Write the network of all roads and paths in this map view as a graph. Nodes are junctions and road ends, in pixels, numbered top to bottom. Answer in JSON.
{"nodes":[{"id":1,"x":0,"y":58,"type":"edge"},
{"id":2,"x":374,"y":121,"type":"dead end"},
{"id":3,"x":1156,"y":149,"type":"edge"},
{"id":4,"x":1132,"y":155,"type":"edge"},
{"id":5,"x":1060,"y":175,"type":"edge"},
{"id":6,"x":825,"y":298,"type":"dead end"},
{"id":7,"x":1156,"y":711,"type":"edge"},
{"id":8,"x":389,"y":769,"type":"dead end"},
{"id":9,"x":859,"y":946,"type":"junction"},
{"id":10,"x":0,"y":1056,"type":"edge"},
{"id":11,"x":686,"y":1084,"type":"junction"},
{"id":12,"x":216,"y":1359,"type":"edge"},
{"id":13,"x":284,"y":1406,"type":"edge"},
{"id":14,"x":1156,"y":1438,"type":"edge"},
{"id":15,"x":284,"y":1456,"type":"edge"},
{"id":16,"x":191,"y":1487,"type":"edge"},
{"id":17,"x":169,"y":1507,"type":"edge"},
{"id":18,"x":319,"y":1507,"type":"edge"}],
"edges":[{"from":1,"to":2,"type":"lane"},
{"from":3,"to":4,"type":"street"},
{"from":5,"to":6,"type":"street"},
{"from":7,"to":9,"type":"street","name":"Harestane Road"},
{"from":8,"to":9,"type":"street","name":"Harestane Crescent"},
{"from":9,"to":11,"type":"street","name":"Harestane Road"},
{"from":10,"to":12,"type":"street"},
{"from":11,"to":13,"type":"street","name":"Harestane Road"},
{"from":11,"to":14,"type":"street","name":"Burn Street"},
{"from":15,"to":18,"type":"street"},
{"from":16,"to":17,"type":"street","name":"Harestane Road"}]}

════════════════

- _Exercise prompt_: Transcribe every record above word for word.

- _Expected answer_:
Write the network of all roads and paths in this map view as a graph. Nodes are junctions and road ends, in pixels, numbered top to bottom. Answer in JSON.
{"nodes":[{"id":1,"x":0,"y":58,"type":"edge"},
{"id":2,"x":374,"y":121,"type":"dead end"},
{"id":3,"x":1156,"y":149,"type":"edge"},
{"id":4,"x":1132,"y":155,"type":"edge"},
{"id":5,"x":1060,"y":175,"type":"edge"},
{"id":6,"x":825,"y":298,"type":"dead end"},
{"id":7,"x":1156,"y":711,"type":"edge"},
{"id":8,"x":389,"y":769,"type":"dead end"},
{"id":9,"x":859,"y":946,"type":"junction"},
{"id":10,"x":0,"y":1056,"type":"edge"},
{"id":11,"x":686,"y":1084,"type":"junction"},
{"id":12,"x":216,"y":1359,"type":"edge"},
{"id":13,"x":284,"y":1406,"type":"edge"},
{"id":14,"x":1156,"y":1438,"type":"edge"},
{"id":15,"x":284,"y":1456,"type":"edge"},
{"id":16,"x":191,"y":1487,"type":"edge"},
{"id":17,"x":169,"y":1507,"type":"edge"},
{"id":18,"x":319,"y":1507,"type":"edge"}],
"edges":[{"from":1,"to":2,"type":"lane"},
{"from":3,"to":4,"type":"street"},
{"from":5,"to":6,"type":"street"},
{"from":7,"to":9,"type":"street","name":"Harestane Road"},
{"from":8,"to":9,"type":"street","name":"Harestane Crescent"},
{"from":9,"to":11,"type":"street","name":"Harestane Road"},
{"from":10,"to":12,"type":"street"},
{"from":11,"to":13,"type":"street","name":"Harestane Road"},
{"from":11,"to":14,"type":"street","name":"Burn Street"},
{"from":15,"to":18,"type":"street"},
{"from":16,"to":17,"type":"street","name":"Harestane Road"}]}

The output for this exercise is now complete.